▶ YOUR OBJECTIVE
What lines in the records below include the word "paths"? Return each one.

[[ MATERIAL SUPPLIED, beginning ]]

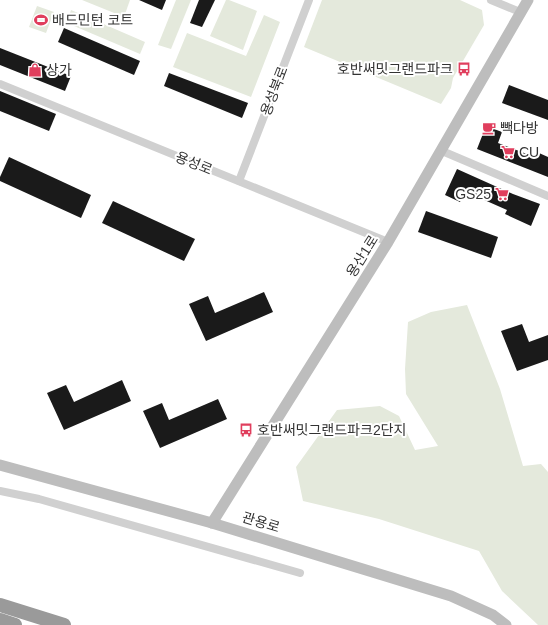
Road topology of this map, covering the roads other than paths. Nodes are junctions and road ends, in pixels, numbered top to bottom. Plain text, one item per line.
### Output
1 (309, 0) edge
2 (491, 0) edge
3 (528, 0) edge
4 (520, 12) junction
5 (0, 84) edge
6 (442, 151) junction
7 (239, 182) junction
8 (548, 196) edge
9 (388, 242) junction
10 (0, 465) edge
11 (0, 491) edge
12 (212, 523) junction
13 (300, 573) dead end
14 (0, 605) edge
15 (0, 620) edge
16 (15, 625) edge
17 (64, 625) edge
18 (506, 625) edge

1 - 7 street, 용성북로
2 - 4 street
3 - 4 main road, 용산1로
4 - 6 main road, 용산1로
5 - 7 street, 용성로
6 - 8 street
6 - 9 main road, 용산1로
7 - 9 street, 용성로
9 - 12 main road, 용산1로
10 - 12 main road, 관용로
11 - 13 street
12 - 18 main road, 관용로
14 - 17 highway
15 - 16 highway

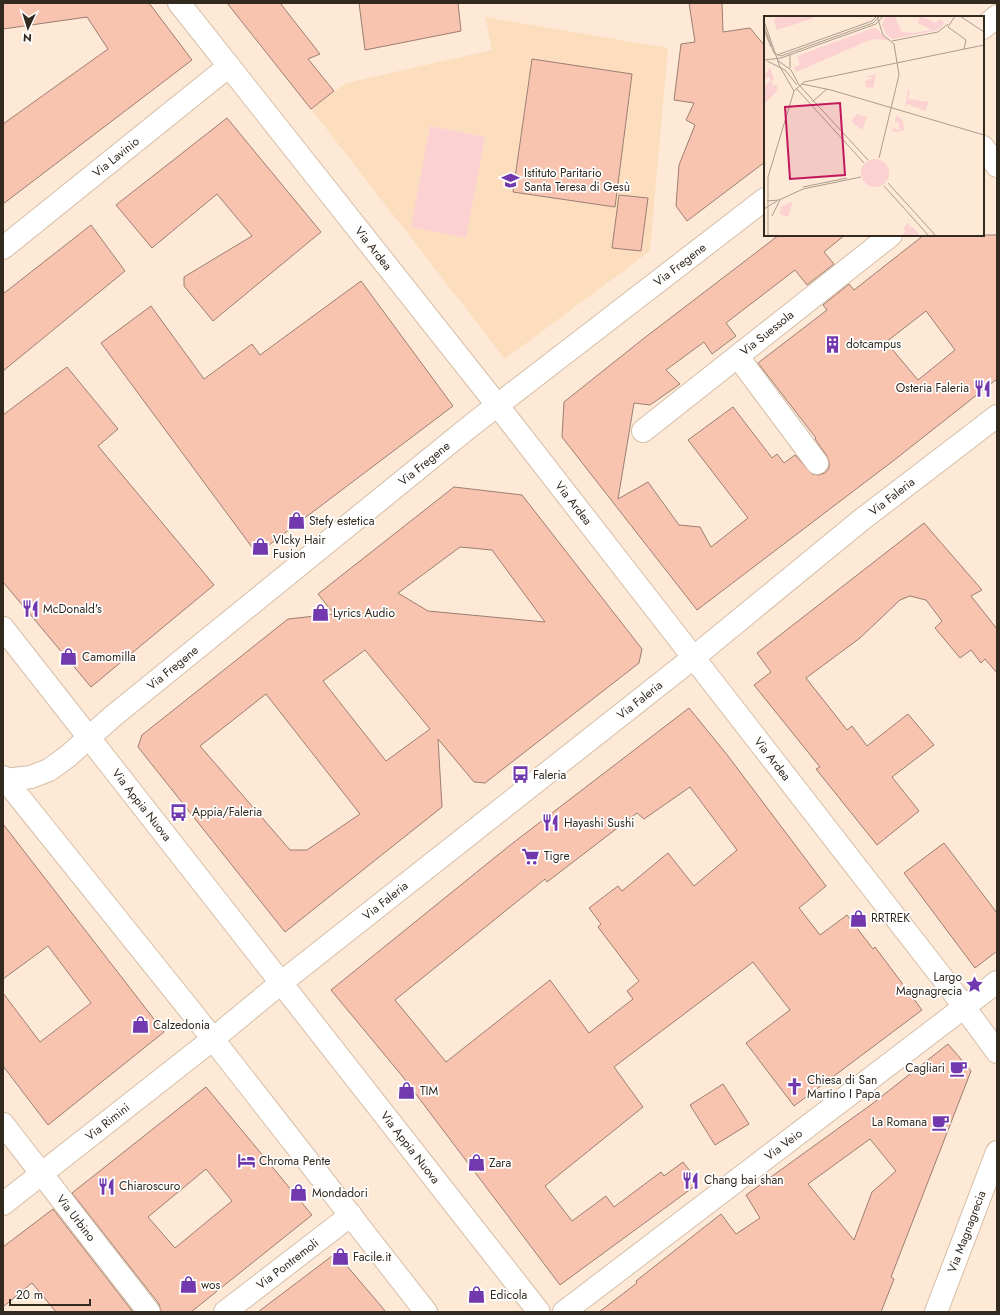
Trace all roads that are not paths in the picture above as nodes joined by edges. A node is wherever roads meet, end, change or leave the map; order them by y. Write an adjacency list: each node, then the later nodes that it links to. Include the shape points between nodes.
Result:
1 (179, 3): 4 (street, Via Ardea)
2 (997, 16): 3 (street)
3 (984, 27)
4 (229, 66): 7 (street, Via Lavinio); 9 (street, Via Ardea)
5 (764, 200): 9 (street, Via Fregene)
6 (890, 236): 8 (street, Via Suessola)
7 (3, 248)
8 (738, 357): 11 (street, Via Suessola); 12 (street)
9 (498, 406): 14 (street, Via Ardea); 15 (street, Via Fregene, via 118,712)
10 (997, 416): 14 (street, Via Faleria, via 860,521)
11 (643, 431)
12 (817, 463)
13 (3, 628): 15 (street, Via Appia Nuova)
14 (694, 658): 17 (street, Via Faleria); 19 (street, Via Ardea)
15 (90, 738): 16 (street, Via Fregene, via 49,770 31,777); 17 (street, Via Appia Nuova)
16 (4, 779): 20 (street)
17 (282, 982): 20 (street); 30 (street, Via Appia Nuova)
18 (997, 982): 19 (street)
19 (965, 1007): 21 (street); 31 (street, Via Veio)
20 (213, 1039): 24 (street, Via Rimini); 26 (street)
21 (997, 1052)
22 (3, 1124): 24 (street, Via Urbino)
23 (997, 1152): 32 (street, Via Magnagrecia)
24 (42, 1174): 25 (street, Via Rimini); 27 (street, Via Urbino)
25 (3, 1204)
26 (351, 1215): 28 (street, Via Pontremoli); 29 (street)
27 (149, 1312)
28 (224, 1312)
29 (426, 1312)
30 (539, 1312)
31 (564, 1312)
32 (936, 1312)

[[ MATERIAL SUPPLIED, end ]]

▶ TASK RESULT
Road topology of this map, covering the roads other than paths. Nodes are junctions and road ends, in pixels, numbered top to bottom. Plain text, one item per line.
Trace all roads that are not paths in the picture above as nodes joined by edges. A node is wherever roads meet, end, change or leave the map; order them by y. Write an adjacency list: each node, then the later nodes that it links to. Include the shape points between nodes.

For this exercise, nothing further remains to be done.